Due to the Great Depression, orders for aircraft had stopped and the Granville Brothers Aircraft Company saw the air racing circuit as a way to stay in business. To raise seed money for the air racing operation, the "Springfield Air Racing Association" (SARA) was formed. A group of local Springfield merchants and businessmen who sought to promote Springfield bought shares to fund creation of the racing planes. Bayles added $500 of his own money to be the pilot in the venture.

Bayles flew the Gee Bee Model X in the Cirrus Derby in 1930, coming in second and sharing the $7000 purse with the Granvilles.

In 1931, Bayles piloted a Gee Bee Model E Sportster in the Ford National Reliability Air Tour, coming in fourth in the point standing and winning the Great Lakes Trophy for a total of $2000 in prize money.
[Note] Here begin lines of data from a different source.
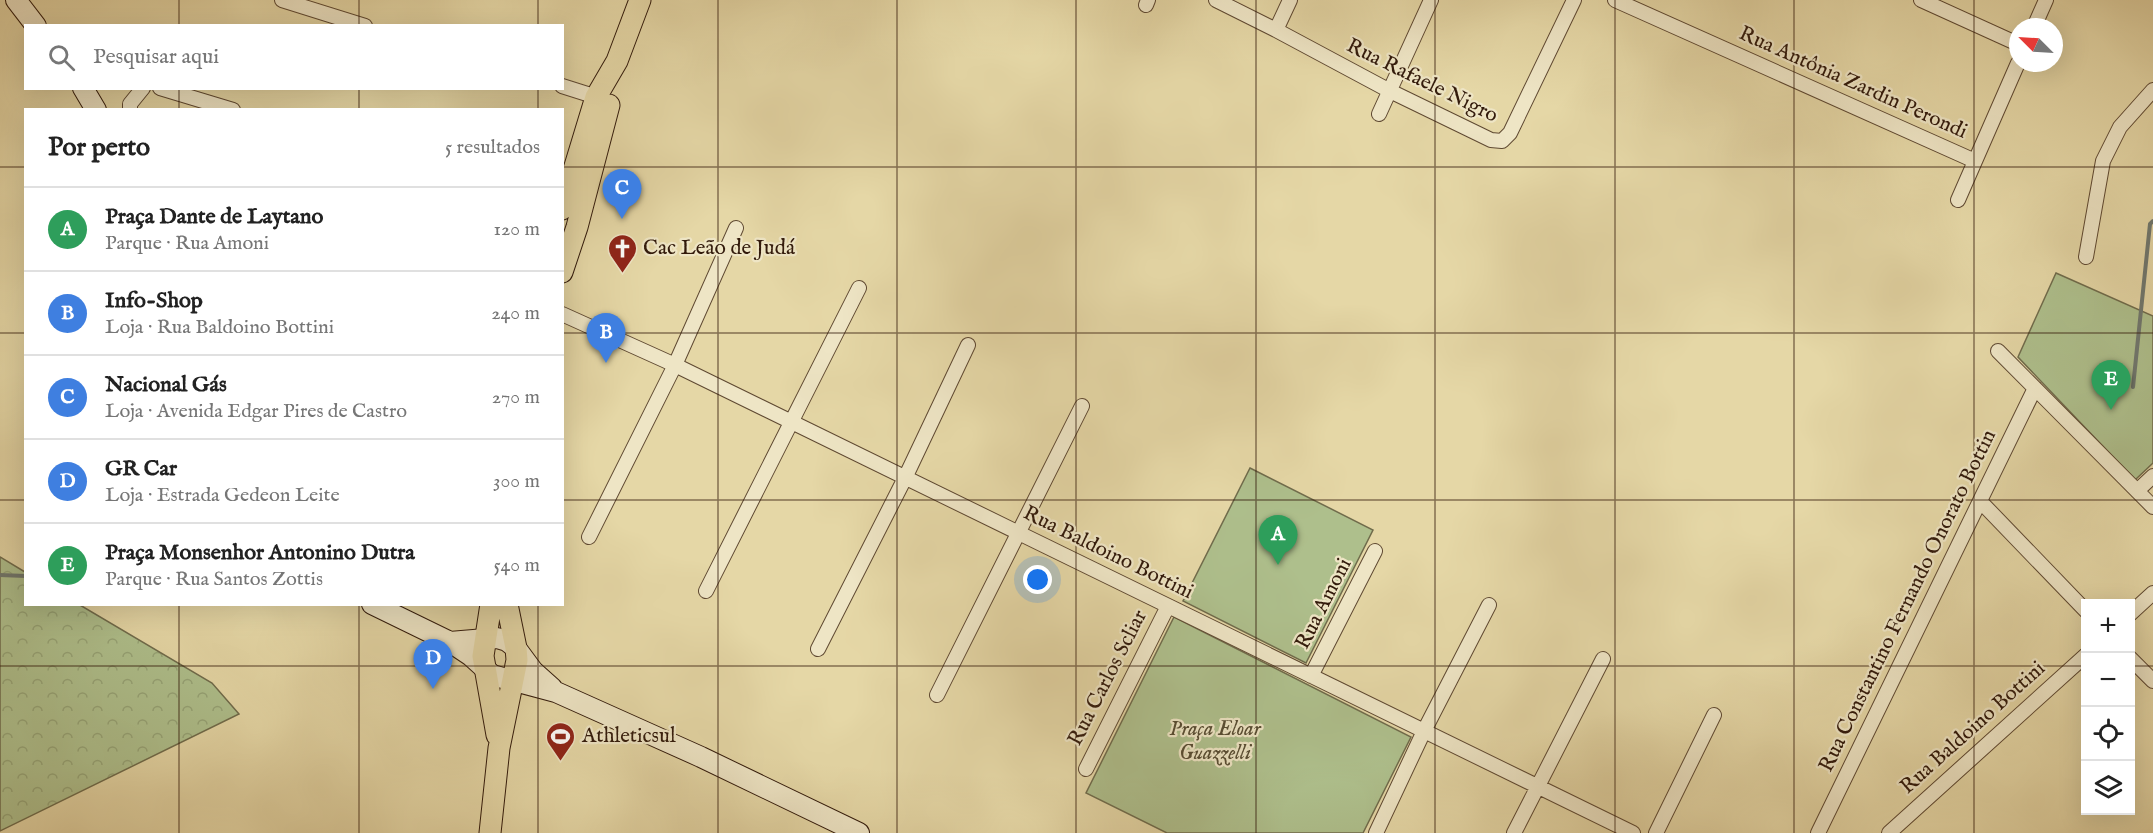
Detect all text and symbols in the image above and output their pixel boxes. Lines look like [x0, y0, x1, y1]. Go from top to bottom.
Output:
north arrow [2009, 18, 2063, 72]
street label: Rua Antônia Zardin Perondi [1735, 20, 1971, 146]
search box [24, 24, 564, 90]
street label: Rua Rafaele Nigro [1342, 33, 1502, 129]
icon: search [45, 41, 78, 74]
text: Pesquisar aqui [93, 43, 219, 71]
text: Por perto [48, 131, 150, 164]
text: 5 resultados [445, 135, 540, 160]
pin: C [602, 170, 642, 219]
text: Praça Dante de Laytano [105, 203, 323, 231]
text: A [61, 217, 74, 242]
text: 120 m [494, 217, 540, 242]
text: Parque · Rua Amoni [105, 231, 269, 256]
church icon: Cac Leão de Judá [606, 232, 638, 274]
place label: Cac Leão de Judá [643, 235, 796, 262]
text: Info-Shop [105, 287, 203, 315]
text: B [61, 301, 74, 326]
text: 240 m [491, 301, 540, 326]
pin: B [586, 314, 626, 363]
text: Loja · Rua Baldoino Bottini [105, 315, 334, 340]
pin: E [2092, 360, 2130, 410]
text: Nacional Gás [105, 371, 227, 399]
text: C [60, 385, 75, 410]
text: 270 m [492, 385, 540, 410]
text: Loja · Avenida Edgar Pires de Castro [105, 399, 407, 424]
street label: Rua Constantino Fernando Onorato Bottin [1813, 425, 2003, 777]
text: GR Car [105, 455, 177, 483]
text: D [59, 469, 76, 494]
text: 300 m [493, 469, 540, 494]
text: Loja · Estrada Gedeon Leite [105, 483, 340, 508]
street label: Rua Baldoino Bottini [1018, 500, 1198, 606]
pin: A [1258, 516, 1298, 565]
text: Praça Monsenhor Antonino Dutra [105, 539, 415, 567]
text: E [61, 553, 74, 578]
text: 540 m [493, 553, 540, 578]
street label: Rua Amoni [1290, 554, 1358, 654]
your location [1023, 565, 1052, 594]
text: Parque · Rua Santos Zottis [105, 567, 323, 592]
map controls [2081, 599, 2135, 815]
button: + [2081, 599, 2135, 653]
street label: Rua Carlos Scliar [1062, 605, 1154, 751]
pin: D [414, 640, 452, 689]
button: − [2081, 653, 2135, 707]
street label: Rua Baldoino Bottini [1895, 656, 2051, 800]
button: locate [2081, 707, 2135, 761]
park label: Praça Eloar Guazzelli [1169, 716, 1262, 767]
sports icon: Athleticsul [545, 720, 577, 762]
place label: Athleticsul [581, 723, 676, 750]
button: layers [2081, 761, 2135, 815]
At the 1931 National Air Races, Bayles and the Gee Bee Model Z, christened the "City of Springfield," cleaned up, first winning the $7500 Thompson Trophy prize with an average speed of 236.239 mph, then the Shell Speed dash with an average of 267.342 mph, breaking the speed record for the course, then won the Goodyear Trophy race with an average of 206 mph.

==Speed record and death==
Bayles had failed to break the official 3 km World Landplane Speed Record at the 1931 National Air Races. Following the Thompson Trophy race, the Gee Bee Z was re-engined with a larger, 750 hp Wasp Senior radial, in preparation for an attempt at establishing another world speed record at Wayne County Airport in Detroit, Michigan.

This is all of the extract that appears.